Data listing:
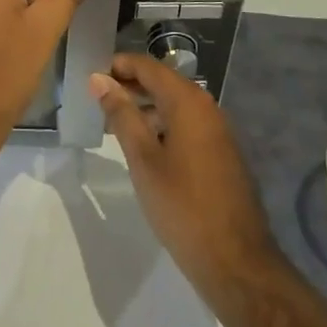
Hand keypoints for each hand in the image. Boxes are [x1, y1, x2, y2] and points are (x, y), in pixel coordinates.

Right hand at [93, 54, 279, 307]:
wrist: (235, 261)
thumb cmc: (182, 205)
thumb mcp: (143, 158)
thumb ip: (121, 114)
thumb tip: (99, 78)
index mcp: (188, 102)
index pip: (148, 66)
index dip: (118, 65)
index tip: (91, 75)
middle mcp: (207, 108)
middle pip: (163, 82)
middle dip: (130, 85)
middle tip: (96, 98)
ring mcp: (218, 131)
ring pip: (174, 104)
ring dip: (144, 106)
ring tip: (113, 122)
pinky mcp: (221, 153)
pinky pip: (186, 124)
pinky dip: (161, 124)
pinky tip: (142, 146)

Your objective: Beginning with the line that contains "index tip: (91, 75)", restate word for word each line through the last one in the data, and write nothing more.

Written reply:
index tip: (91, 75)
middle mcp: (207, 108)
middle pip: (163, 82)
middle dip: (130, 85)
middle tip: (96, 98)
ring mcp: (218, 131)
ring pip: (174, 104)
ring dip: (144, 106)
ring tip: (113, 122)
pinky mcp: (221, 153)
pinky pip: (186, 124)
pinky dip: (161, 124)
pinky tip: (142, 146)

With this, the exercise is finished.